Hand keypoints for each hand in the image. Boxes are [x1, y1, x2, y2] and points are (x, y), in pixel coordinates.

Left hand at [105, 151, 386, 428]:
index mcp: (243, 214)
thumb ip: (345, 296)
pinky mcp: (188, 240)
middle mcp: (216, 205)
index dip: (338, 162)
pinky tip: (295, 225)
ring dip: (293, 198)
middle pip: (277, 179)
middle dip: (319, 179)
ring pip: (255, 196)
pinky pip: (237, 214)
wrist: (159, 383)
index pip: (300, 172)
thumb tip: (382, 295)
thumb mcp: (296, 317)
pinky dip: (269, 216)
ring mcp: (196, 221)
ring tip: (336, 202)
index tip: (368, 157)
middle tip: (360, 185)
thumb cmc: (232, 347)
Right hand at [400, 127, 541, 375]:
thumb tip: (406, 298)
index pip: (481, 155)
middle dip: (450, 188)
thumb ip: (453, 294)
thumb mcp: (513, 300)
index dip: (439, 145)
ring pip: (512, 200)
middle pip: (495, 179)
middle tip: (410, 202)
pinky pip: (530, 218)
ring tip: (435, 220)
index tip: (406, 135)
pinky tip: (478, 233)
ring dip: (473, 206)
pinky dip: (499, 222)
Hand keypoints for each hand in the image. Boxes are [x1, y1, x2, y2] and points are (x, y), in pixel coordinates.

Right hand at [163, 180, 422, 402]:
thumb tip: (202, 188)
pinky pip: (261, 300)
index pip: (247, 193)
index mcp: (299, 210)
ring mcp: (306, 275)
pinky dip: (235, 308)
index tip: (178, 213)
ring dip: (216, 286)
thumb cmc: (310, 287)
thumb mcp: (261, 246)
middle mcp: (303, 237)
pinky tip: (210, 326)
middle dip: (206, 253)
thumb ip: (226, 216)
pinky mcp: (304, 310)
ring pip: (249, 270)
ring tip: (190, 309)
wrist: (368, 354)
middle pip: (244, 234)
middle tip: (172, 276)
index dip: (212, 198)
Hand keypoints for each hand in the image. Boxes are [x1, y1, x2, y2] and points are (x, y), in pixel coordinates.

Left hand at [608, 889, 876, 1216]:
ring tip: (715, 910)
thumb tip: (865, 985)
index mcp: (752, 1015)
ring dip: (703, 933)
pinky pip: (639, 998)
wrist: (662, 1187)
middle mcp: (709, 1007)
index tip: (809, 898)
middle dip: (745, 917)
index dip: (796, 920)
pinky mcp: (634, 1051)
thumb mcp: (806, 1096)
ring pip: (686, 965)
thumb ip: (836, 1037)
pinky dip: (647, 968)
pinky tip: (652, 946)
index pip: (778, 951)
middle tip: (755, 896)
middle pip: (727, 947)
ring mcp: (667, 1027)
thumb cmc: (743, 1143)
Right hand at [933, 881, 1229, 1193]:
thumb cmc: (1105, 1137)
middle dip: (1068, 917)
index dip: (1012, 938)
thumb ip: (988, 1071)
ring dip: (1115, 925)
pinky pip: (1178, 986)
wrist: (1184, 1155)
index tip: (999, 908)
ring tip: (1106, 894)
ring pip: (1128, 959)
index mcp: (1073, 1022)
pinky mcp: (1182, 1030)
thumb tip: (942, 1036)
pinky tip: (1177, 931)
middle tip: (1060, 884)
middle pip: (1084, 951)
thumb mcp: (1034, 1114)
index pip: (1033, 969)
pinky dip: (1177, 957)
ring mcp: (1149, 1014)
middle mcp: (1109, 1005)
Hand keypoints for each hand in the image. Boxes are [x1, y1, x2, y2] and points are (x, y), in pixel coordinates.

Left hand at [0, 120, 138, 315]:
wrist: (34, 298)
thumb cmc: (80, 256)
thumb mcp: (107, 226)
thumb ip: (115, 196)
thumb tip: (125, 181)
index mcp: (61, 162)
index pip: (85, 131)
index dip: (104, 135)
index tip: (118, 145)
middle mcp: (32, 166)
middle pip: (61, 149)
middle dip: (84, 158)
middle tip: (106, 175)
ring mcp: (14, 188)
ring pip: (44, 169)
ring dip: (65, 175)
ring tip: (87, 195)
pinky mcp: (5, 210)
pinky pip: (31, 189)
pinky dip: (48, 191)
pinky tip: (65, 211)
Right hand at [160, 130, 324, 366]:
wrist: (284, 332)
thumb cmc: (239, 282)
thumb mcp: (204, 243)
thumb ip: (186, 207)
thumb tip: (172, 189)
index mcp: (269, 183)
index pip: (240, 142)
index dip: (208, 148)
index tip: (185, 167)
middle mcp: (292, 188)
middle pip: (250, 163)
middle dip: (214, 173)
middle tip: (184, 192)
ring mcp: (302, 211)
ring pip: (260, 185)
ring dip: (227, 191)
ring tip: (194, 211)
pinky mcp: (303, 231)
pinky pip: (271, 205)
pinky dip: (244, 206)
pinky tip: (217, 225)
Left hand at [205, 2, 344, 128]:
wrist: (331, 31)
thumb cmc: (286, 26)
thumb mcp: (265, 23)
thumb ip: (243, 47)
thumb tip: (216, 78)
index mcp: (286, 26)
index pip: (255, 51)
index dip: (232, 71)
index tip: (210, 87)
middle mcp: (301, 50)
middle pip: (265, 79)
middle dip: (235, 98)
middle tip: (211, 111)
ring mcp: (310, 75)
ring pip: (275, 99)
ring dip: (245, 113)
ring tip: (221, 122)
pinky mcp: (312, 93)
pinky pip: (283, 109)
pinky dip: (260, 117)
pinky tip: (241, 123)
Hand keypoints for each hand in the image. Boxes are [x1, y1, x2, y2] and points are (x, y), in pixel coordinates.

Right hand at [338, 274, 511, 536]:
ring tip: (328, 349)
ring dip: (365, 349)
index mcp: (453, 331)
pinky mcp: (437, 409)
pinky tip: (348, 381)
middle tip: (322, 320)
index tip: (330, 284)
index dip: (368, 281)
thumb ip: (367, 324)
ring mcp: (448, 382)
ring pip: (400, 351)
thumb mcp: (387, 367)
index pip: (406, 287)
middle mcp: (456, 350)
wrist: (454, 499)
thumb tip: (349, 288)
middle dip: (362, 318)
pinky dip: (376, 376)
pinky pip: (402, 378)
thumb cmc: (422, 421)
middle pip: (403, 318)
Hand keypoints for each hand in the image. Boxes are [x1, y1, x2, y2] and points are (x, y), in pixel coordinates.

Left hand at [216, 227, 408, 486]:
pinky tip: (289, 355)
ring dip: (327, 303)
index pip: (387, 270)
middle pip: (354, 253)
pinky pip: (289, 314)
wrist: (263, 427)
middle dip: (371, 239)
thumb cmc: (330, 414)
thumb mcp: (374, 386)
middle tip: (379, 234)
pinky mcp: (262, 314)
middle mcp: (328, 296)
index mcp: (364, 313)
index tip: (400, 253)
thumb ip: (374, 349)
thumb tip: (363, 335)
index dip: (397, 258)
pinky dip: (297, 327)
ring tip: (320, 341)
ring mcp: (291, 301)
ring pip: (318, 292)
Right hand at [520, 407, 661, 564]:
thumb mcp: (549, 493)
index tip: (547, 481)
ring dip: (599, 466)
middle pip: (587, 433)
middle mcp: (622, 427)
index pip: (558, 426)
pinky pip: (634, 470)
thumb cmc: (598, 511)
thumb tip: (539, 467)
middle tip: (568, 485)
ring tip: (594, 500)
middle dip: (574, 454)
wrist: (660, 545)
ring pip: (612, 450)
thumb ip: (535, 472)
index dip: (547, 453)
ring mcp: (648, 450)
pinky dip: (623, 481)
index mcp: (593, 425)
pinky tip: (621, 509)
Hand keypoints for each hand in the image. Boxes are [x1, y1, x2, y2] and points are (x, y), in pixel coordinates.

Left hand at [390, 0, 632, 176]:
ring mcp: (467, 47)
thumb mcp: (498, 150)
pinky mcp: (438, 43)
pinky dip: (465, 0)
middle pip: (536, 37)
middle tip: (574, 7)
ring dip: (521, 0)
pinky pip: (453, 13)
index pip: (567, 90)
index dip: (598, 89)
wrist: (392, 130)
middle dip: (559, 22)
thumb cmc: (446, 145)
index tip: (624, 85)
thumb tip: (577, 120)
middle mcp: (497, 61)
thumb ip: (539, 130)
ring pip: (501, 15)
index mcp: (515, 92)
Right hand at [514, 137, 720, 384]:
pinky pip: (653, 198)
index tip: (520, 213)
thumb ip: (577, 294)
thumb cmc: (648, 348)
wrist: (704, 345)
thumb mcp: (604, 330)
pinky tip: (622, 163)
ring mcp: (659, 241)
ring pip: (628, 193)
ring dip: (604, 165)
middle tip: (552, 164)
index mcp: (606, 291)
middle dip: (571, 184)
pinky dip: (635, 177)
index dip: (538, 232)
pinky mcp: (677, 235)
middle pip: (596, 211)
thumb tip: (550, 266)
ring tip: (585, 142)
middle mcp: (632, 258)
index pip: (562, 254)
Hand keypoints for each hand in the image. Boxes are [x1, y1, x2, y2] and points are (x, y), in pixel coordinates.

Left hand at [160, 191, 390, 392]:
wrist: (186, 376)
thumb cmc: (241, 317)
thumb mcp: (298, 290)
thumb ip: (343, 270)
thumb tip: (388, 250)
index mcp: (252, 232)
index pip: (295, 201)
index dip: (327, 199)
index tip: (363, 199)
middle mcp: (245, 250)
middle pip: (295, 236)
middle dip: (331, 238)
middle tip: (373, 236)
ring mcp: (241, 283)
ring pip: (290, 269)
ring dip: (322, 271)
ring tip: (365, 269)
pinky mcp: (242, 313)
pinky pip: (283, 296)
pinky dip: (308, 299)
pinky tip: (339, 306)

# [Instructions to follow]
Above are some lines. Repeat exactly, and only, those from the line that has "index tip: (999, 908)" through the line that has "pinky dip: (48, 191)".

# [Task result]
index tip: (999, 908)
ring tip: (1106, 894)
ring pip: (1128, 959)
index mcp: (1073, 1022)
pinky mcp: (1182, 1030)
thumb tip: (942, 1036)
pinky tip: (1177, 931)
middle tip: (1060, 884)
middle pip: (1084, 951)
thumb mcp: (1034, 1114)
index pip: (1033, 969)
pinky dip: (1177, 957)
ring mcp: (1149, 1014)
middle mcp: (1109, 1005)
Hand keypoints for each hand in the image. Boxes are [x1, y1, x2, y2] and points are (x, y), in pixel coordinates.

Left hand at [0, 120, 138, 315]:
wrist: (34, 298)
thumb cmc: (80, 256)
thumb mcp: (107, 226)
thumb ip: (115, 196)
thumb tip: (125, 181)
index mcp: (61, 162)
index pip: (85, 131)
index dip: (104, 135)
index tip: (118, 145)
middle mcp: (32, 166)
middle pip: (61, 149)
middle dip: (84, 158)
middle tip: (106, 175)
ring mcp: (14, 188)
ring pip: (44, 169)
ring dip: (65, 175)
ring tip: (87, 195)
pinky mcp: (5, 210)
pinky pip: (31, 189)
pinky dip: (48, 191)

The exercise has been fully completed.